The primary reason why we love to codify what is and what is not sin, I think, is so we can deceive ourselves into believing we can avoid sin. And the impulse feeding that desire is failure to understand God’s grace.

Most people tend to believe God is highly invested in our being right, in our behaving according to certain Rules. But the rules God has occasionally given us have little to do with helping us be less sinful, since God knows (he is not stupid!) that we are permeated with sin down to the center of our beings. He provides instructions like the Ten Commandments and the Sermon on the Mount in order to help us order our society and do minimal harm to each other, not in some unrealistic hope that we can minimize our individual sinfulness. Even if we appear to succeed in following everything in the Ten Commandments and in the Sermon on the Mount, we’re still going to be deeply broken, destructive people. That’s our nature in this fallen age.
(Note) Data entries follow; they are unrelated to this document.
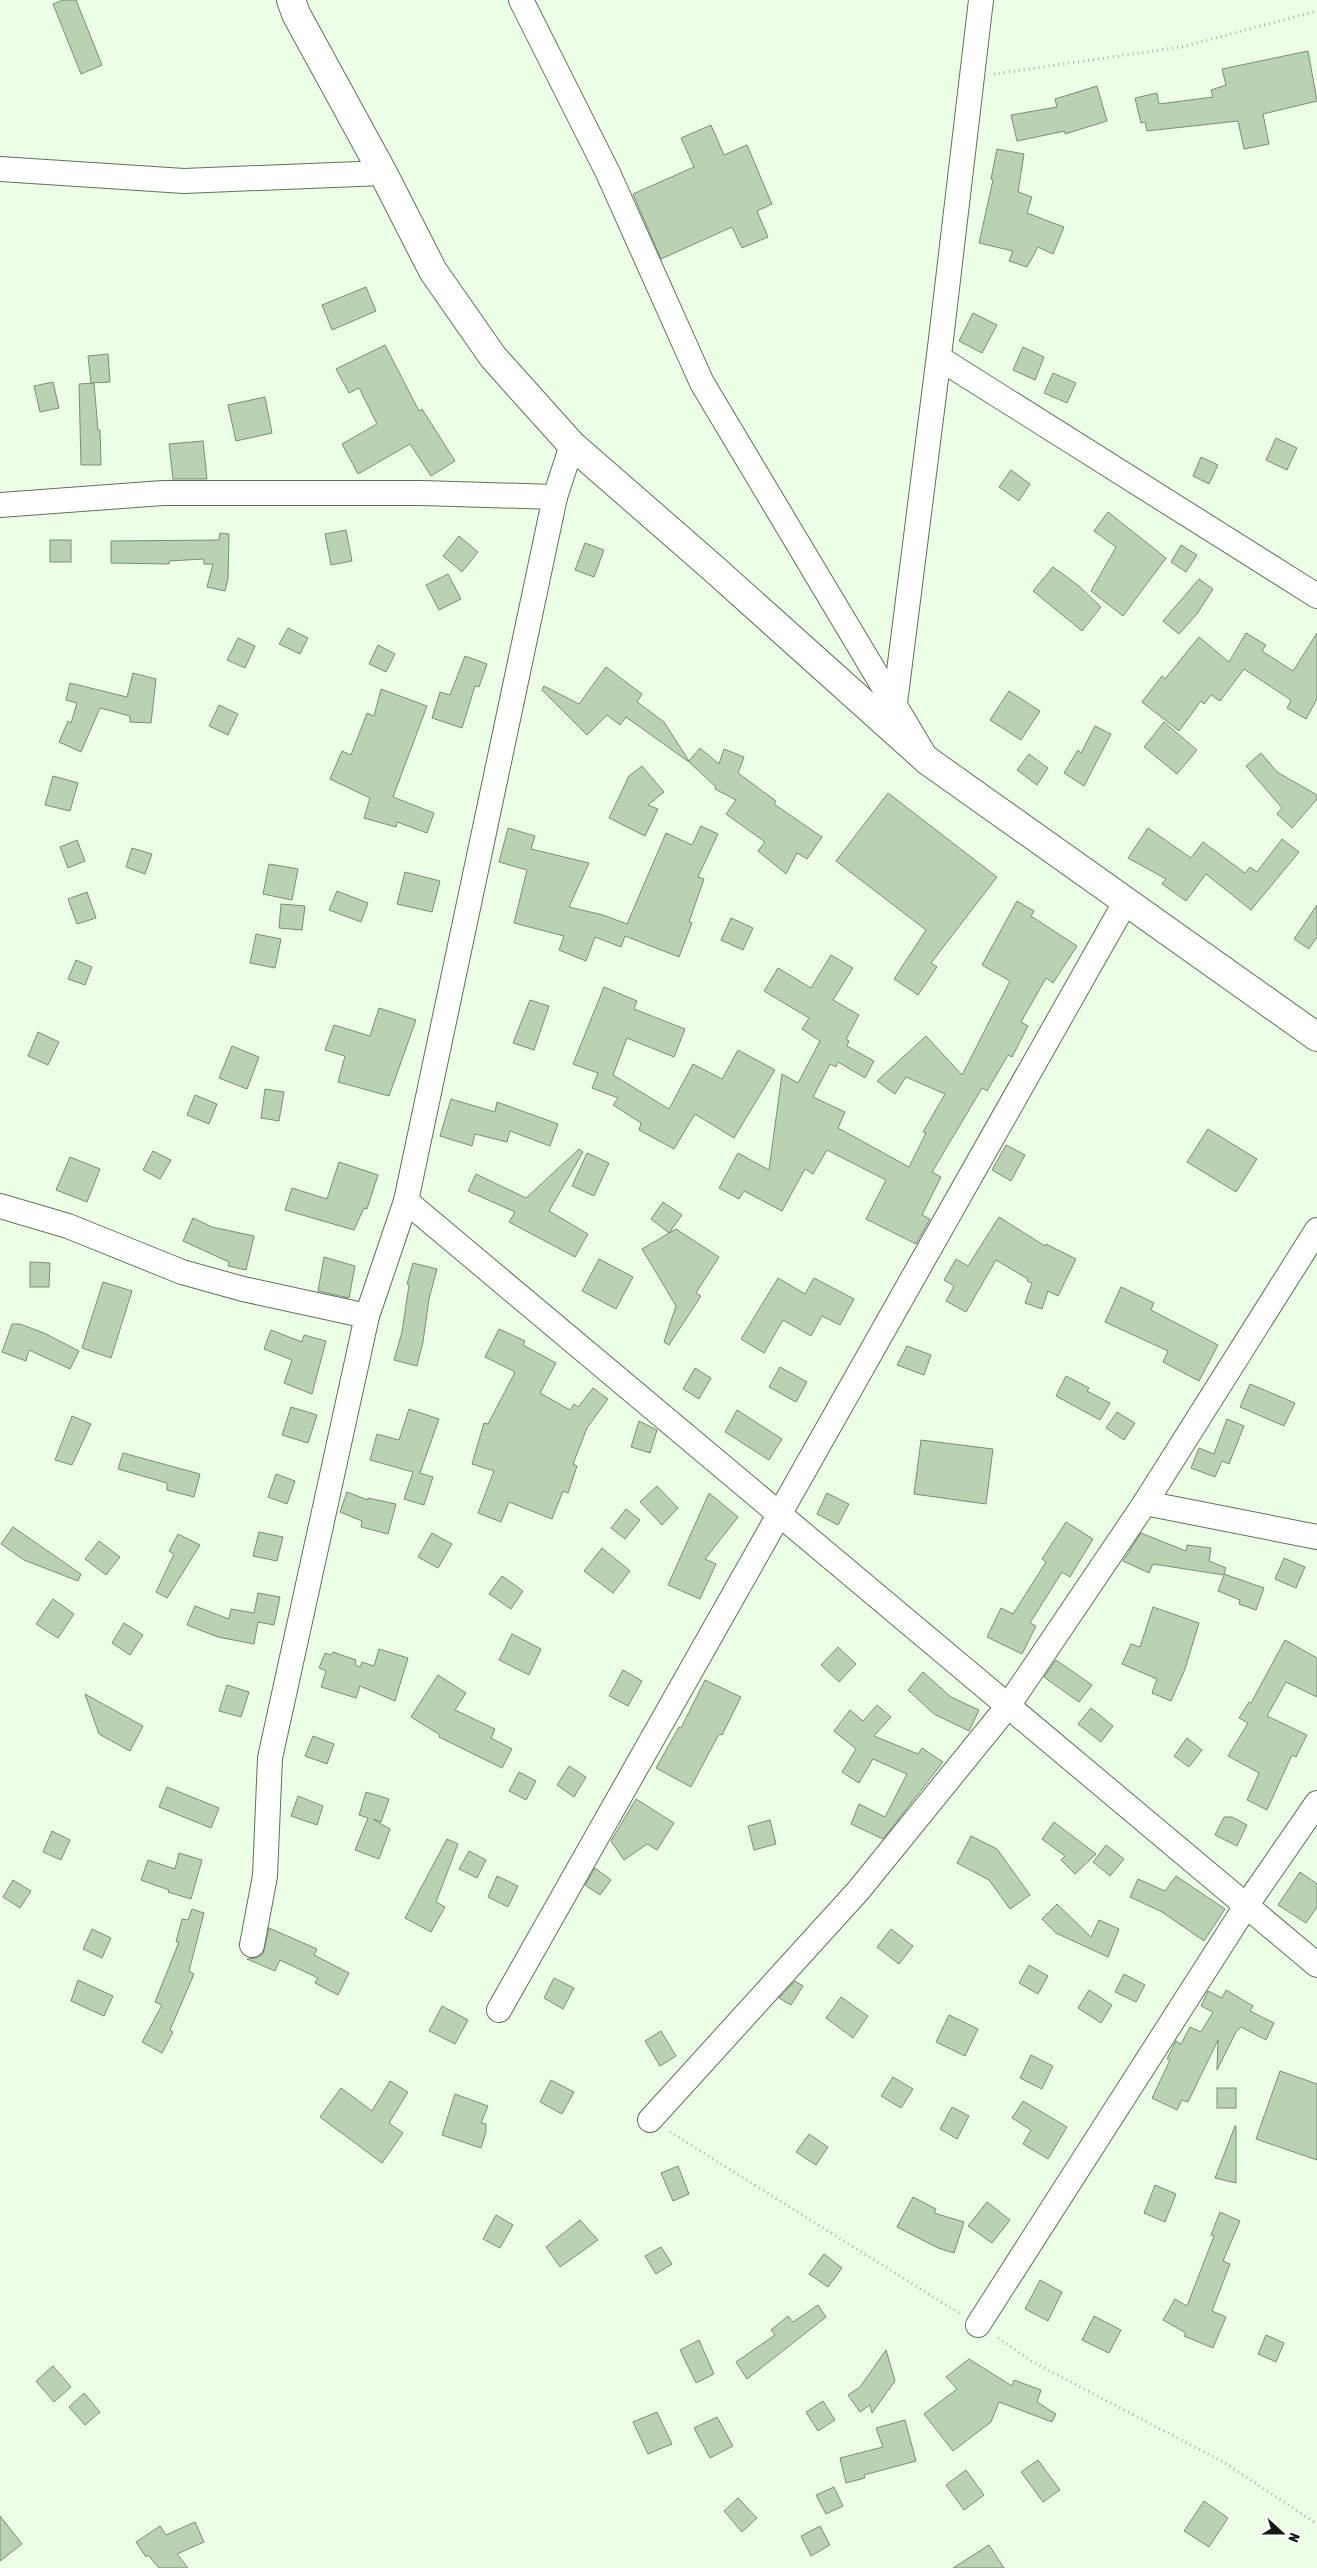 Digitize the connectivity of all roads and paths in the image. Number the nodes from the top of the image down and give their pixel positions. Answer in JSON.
{"nodes":[{"id":1,"x":291,"y":0,"type":"edge"},
{"id":2,"x":521,"y":0,"type":"edge"},
{"id":3,"x":981,"y":0,"type":"edge"},
{"id":4,"x":1317,"y":11,"type":"edge"},
{"id":5,"x":972,"y":78,"type":"junction"},
{"id":6,"x":0,"y":169,"type":"edge"},
{"id":7,"x":383,"y":173,"type":"junction"},
{"id":8,"x":938,"y":358,"type":"junction"},
{"id":9,"x":572,"y":445,"type":"junction"},
{"id":10,"x":555,"y":497,"type":"junction"},
{"id":11,"x":0,"y":505,"type":"edge"},
{"id":12,"x":1317,"y":596,"type":"edge"},
{"id":13,"x":895,"y":703,"type":"junction"},
{"id":14,"x":928,"y":761,"type":"junction"},
{"id":15,"x":1126,"y":901,"type":"junction"},
{"id":16,"x":1317,"y":1037,"type":"edge"},
{"id":17,"x":406,"y":1202,"type":"junction"},
{"id":18,"x":0,"y":1206,"type":"edge"},
{"id":19,"x":1317,"y":1230,"type":"edge"},
{"id":20,"x":367,"y":1316,"type":"junction"},
{"id":21,"x":1145,"y":1503,"type":"junction"},
{"id":22,"x":780,"y":1515,"type":"junction"},
{"id":23,"x":1317,"y":1537,"type":"edge"},
{"id":24,"x":1008,"y":1706,"type":"junction"},
{"id":25,"x":1317,"y":1803,"type":"edge"},
{"id":26,"x":1246,"y":1906,"type":"junction"},
{"id":27,"x":252,"y":1945,"type":"dead end"},
{"id":28,"x":1317,"y":1965,"type":"edge"},
{"id":29,"x":499,"y":2010,"type":"dead end"},
{"id":30,"x":650,"y":2120,"type":"dead end"},
{"id":31,"x":978,"y":2324,"type":"dead end"}],
"edges":[{"from":1,"to":7,"type":"main road"},
{"from":2,"to":13,"type":"street"},
{"from":3,"to":5,"type":"street"},
{"from":4,"to":5,"type":"path"},
{"from":5,"to":8,"type":"street"},
{"from":6,"to":7,"type":"street"},
{"from":7,"to":9,"type":"main road"},
{"from":8,"to":12,"type":"street"},
{"from":8,"to":13,"type":"street"},
{"from":9,"to":10,"type":"street"},
{"from":9,"to":14,"type":"main road"},
{"from":10,"to":11,"type":"street"},
{"from":10,"to":17,"type":"street"},
{"from":13,"to":14,"type":"street"},
{"from":14,"to":15,"type":"main road"},
{"from":15,"to":16,"type":"main road"},
{"from":15,"to":22,"type":"street"},
{"from":17,"to":20,"type":"street"},
{"from":17,"to":22,"type":"street"},
{"from":18,"to":20,"type":"street"},
{"from":19,"to":21,"type":"street"},
{"from":20,"to":27,"type":"street"},
{"from":21,"to":23,"type":"street"},
{"from":21,"to":24,"type":"street"},
{"from":22,"to":24,"type":"street"},
{"from":22,"to":29,"type":"street"},
{"from":24,"to":26,"type":"street"},
{"from":24,"to":30,"type":"street"},
{"from":25,"to":26,"type":"street"},
{"from":26,"to":28,"type":"street"},
{"from":26,"to":31,"type":"street"}]}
We can’t genuinely relate to God in a free, deeply personal way until we are aware of the depth and breadth of our sin. The greater our awareness of our depravity, in fact, the greater our joy, the greater our ability to bathe in our Lord’s love and forgiveness. Only by remaining conscious of our sinfulness can we begin to grasp the reality of the fact that God’s acceptance of us, his willingness to befriend us, is not based on how good we are. A preacher I knew in Texas many years ago said in a private conversation, “There are days when I believe I sin only once or twice.” What a sad statement! He had no clue about the nature of sin. His unconscious assumption was that, by being very good, he could gain greater approval from God. He equated sin with failing to follow God’s commandments. He had no concept of the pervasiveness of darkness, of unbelief, of self-centeredness within every segment of his existence—which meant that he also had no understanding of the pervasiveness of God’s love.

We can freely acknowledge our sin because, and only because, it’s all covered! Before God even created this world, the Lamb was slain—God committed to bearing within himself all the sin, the pain, the suffering, the illness, the wickedness of this world. No matter how grievous your sin, it cannot, it will not fall outside of the breadth and depth of God’s love that experiences it and bears it and finally swallows it up within his infinite grace.
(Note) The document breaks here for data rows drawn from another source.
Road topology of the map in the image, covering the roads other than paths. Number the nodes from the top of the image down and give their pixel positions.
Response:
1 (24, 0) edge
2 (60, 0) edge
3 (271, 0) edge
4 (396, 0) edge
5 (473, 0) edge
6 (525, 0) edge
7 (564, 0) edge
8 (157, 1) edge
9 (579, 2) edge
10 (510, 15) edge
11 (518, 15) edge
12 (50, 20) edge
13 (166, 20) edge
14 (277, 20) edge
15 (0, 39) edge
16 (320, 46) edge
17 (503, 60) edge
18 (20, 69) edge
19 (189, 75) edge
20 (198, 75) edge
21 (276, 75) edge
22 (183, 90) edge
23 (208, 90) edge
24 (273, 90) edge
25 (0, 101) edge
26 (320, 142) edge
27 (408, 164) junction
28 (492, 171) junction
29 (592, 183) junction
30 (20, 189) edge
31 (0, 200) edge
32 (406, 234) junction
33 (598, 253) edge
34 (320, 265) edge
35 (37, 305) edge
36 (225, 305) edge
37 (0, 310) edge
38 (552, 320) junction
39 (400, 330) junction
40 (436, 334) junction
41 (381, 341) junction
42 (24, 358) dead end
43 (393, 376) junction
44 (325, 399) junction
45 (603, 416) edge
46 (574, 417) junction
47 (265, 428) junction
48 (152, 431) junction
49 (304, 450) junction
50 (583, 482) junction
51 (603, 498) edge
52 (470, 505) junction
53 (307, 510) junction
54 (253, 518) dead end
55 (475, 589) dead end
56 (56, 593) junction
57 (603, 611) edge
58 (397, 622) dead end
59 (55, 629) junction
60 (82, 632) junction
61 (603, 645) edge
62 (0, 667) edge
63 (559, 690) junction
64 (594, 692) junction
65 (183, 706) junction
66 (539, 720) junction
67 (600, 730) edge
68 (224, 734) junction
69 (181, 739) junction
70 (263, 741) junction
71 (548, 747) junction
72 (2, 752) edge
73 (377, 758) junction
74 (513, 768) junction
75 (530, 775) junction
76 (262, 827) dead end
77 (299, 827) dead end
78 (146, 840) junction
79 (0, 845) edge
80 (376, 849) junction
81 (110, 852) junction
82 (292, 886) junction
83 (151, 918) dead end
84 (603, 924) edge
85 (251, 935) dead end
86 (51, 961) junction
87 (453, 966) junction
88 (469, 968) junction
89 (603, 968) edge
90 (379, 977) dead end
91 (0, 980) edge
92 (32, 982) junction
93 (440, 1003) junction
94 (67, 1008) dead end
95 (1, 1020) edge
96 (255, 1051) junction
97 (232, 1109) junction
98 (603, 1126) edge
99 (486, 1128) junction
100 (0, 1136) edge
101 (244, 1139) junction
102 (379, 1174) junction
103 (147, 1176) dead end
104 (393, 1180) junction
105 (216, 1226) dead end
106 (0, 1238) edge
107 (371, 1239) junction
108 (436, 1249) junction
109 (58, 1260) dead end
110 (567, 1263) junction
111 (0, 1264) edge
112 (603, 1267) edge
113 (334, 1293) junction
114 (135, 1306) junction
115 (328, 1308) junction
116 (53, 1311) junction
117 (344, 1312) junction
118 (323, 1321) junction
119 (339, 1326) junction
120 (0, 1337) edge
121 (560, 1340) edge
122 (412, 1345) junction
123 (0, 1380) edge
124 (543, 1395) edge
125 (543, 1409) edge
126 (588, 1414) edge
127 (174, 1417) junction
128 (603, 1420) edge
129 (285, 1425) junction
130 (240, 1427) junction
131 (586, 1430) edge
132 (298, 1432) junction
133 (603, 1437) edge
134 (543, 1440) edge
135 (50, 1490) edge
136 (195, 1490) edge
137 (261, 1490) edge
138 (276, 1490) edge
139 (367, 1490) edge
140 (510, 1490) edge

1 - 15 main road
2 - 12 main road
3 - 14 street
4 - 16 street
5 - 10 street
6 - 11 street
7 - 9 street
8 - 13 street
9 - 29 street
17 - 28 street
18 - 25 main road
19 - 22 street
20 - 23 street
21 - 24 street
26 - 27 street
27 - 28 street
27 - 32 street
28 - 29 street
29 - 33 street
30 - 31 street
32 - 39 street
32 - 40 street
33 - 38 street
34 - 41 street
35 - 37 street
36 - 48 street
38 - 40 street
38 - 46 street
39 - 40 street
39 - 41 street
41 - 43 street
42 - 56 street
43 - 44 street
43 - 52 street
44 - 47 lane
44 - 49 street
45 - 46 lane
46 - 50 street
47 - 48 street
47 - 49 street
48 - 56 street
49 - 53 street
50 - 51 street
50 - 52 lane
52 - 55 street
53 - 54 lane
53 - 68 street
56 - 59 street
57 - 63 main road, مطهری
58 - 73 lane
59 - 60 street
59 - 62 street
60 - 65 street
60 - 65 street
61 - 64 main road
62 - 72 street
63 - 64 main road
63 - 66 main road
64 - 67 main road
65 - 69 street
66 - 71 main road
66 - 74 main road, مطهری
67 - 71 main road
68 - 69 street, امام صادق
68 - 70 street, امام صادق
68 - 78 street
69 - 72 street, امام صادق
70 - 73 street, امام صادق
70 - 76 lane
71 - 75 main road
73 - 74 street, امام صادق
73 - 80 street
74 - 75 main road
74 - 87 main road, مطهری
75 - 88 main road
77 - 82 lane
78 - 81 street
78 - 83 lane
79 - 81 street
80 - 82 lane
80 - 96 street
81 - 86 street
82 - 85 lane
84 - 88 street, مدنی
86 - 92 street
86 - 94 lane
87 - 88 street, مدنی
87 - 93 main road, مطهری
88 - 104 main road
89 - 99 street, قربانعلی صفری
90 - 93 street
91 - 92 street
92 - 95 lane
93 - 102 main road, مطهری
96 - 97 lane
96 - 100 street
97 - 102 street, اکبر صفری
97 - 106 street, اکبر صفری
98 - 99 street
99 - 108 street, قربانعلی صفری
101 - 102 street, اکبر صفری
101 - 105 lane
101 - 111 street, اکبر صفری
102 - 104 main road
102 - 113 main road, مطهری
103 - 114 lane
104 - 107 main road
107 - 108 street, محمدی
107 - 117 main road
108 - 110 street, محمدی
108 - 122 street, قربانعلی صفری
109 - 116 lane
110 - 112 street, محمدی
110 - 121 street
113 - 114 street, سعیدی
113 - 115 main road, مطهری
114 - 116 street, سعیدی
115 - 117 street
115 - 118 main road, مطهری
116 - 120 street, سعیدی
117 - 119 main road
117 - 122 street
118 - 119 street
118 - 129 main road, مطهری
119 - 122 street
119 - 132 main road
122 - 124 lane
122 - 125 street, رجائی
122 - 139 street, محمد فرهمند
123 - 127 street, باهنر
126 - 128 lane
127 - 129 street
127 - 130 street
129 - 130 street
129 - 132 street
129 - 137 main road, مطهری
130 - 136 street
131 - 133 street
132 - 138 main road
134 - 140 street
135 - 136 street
It’s a virtuous circle. Only by clearly understanding the fullness of God’s love and grace can we dare to acknowledge how deeply sinful we are. And only through such acknowledgment can we increasingly grasp and rejoice in the fullness of his love.

I am not advocating the kind of groveling and indulging in self-hatred that for centuries has accompanied traditional beliefs in “total depravity.” Such practices and attitudes are extremely destructive, often leading people to obsess about their sinfulness. If I may make a rather pedestrian analogy, it’s sort of like the itch that is always present in the middle of my back. If I stop to think about it, it’s there. If my attention isn’t occupied with other things, I notice it. But for the most part, I don’t notice it because I’m distracted by more important matters. Similarly, a healthy spiritual life is one that is always aware of the immense darkness and selfishness and inadequacies in our heartsbut just barely, as out of the corner of an eye. The primary purpose of this awareness is to provide the seed that grows into ever-increasing joy at the realization of how very much he loves us! It reveals just enough shadow to show us where to stand in order to turn our faces to the light.
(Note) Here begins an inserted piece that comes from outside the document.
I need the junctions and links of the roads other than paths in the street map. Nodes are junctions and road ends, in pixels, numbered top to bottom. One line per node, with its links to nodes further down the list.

If you bristle at the suggestion that you are totally filled with, permeated by, sin, that almost everything about you is contaminated with sin, then you probably have not yet comprehensively grasped God’s grace. The more we grow in the Spirit, the more we are able to freely acknowledge the depths of our depravity, while simultaneously proclaiming with joy, “Yes, it’s true that I am saturated with sin—but it’s all covered, and I am not guilty, and I am an adopted child of the King. I am infinitely loved! I am free! Isn’t that wonderful?!”

All the wickedness in this world that man might work or think
Is no more to the mercy of God than a live coal in the sea.